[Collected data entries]
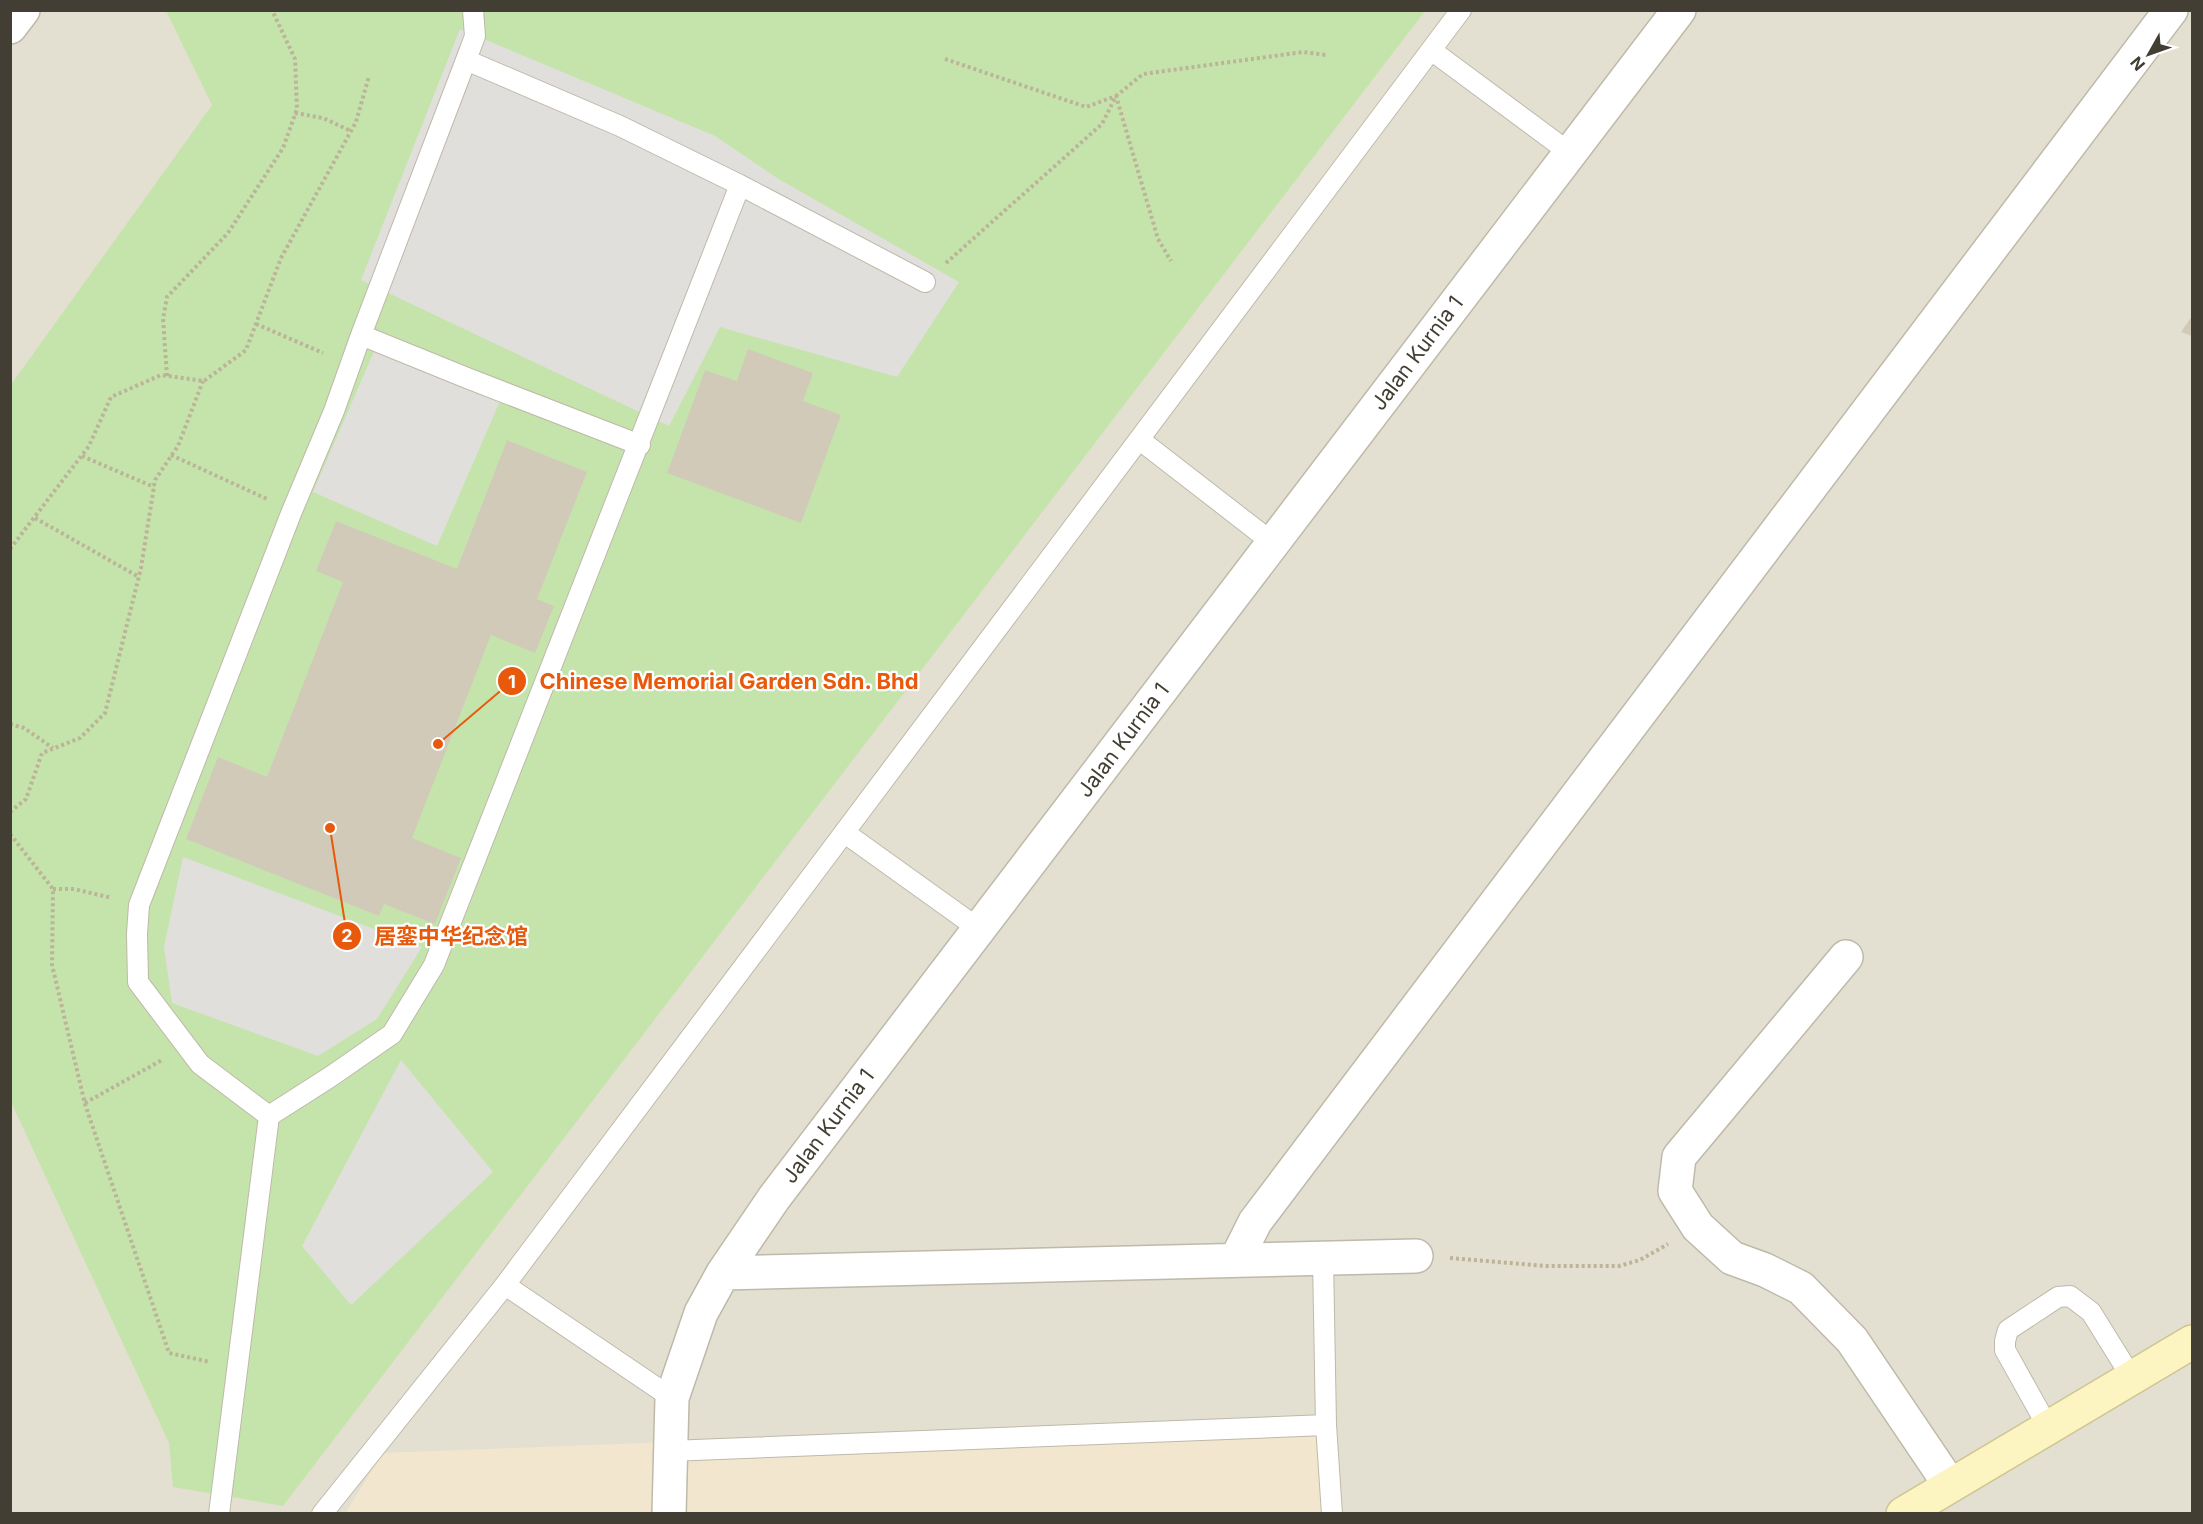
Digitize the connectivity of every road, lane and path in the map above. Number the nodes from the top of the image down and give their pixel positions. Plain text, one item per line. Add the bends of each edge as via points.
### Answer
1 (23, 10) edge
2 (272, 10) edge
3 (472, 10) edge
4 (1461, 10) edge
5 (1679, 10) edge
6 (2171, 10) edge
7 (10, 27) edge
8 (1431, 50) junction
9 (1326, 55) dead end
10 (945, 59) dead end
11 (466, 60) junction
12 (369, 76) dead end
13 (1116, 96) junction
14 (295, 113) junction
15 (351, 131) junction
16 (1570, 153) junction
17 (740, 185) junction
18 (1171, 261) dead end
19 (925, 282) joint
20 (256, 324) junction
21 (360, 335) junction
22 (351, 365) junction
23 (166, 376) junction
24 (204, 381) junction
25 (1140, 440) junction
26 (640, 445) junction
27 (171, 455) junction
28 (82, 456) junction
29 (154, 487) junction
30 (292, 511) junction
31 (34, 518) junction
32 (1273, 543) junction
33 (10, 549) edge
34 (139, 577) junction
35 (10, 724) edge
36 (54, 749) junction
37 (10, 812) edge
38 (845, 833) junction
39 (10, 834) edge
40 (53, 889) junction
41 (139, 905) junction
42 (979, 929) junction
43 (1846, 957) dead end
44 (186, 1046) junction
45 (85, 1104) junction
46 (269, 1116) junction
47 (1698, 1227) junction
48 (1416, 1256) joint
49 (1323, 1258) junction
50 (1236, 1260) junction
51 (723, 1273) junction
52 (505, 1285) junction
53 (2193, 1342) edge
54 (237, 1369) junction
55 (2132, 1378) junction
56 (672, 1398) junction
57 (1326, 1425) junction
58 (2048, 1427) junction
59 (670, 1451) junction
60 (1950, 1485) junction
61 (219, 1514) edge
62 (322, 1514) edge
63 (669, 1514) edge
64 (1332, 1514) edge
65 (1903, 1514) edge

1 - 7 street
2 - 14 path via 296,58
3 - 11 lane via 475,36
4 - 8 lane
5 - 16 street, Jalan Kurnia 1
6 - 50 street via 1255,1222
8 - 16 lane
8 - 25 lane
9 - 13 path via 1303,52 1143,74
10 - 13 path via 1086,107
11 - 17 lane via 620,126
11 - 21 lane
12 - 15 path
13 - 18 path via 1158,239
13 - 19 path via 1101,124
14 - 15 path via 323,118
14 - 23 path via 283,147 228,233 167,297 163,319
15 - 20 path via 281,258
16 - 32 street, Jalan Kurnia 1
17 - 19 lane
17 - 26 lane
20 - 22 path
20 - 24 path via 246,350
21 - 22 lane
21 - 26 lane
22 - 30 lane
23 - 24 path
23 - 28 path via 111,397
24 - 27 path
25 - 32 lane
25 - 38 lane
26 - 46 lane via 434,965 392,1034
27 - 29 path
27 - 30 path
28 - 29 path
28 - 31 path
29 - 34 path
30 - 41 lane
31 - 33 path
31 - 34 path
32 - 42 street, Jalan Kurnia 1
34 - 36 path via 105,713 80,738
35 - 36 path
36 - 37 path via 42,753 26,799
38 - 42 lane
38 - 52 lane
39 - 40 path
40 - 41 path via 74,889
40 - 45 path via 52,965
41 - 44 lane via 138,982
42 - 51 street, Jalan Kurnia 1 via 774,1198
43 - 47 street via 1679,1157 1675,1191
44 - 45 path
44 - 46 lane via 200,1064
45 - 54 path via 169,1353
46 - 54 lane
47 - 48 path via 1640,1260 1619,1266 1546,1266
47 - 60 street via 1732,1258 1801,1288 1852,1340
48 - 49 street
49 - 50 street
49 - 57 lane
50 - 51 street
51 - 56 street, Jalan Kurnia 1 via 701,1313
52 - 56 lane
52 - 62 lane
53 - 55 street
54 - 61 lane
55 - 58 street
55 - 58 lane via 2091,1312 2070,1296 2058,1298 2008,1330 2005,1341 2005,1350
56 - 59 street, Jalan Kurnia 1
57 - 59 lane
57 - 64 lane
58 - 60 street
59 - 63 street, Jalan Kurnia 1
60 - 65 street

— TASK PROMPT —
Only a number is asked for here: the count of lines in the records that hold "Kurnia".

— ANSWER BOX —
7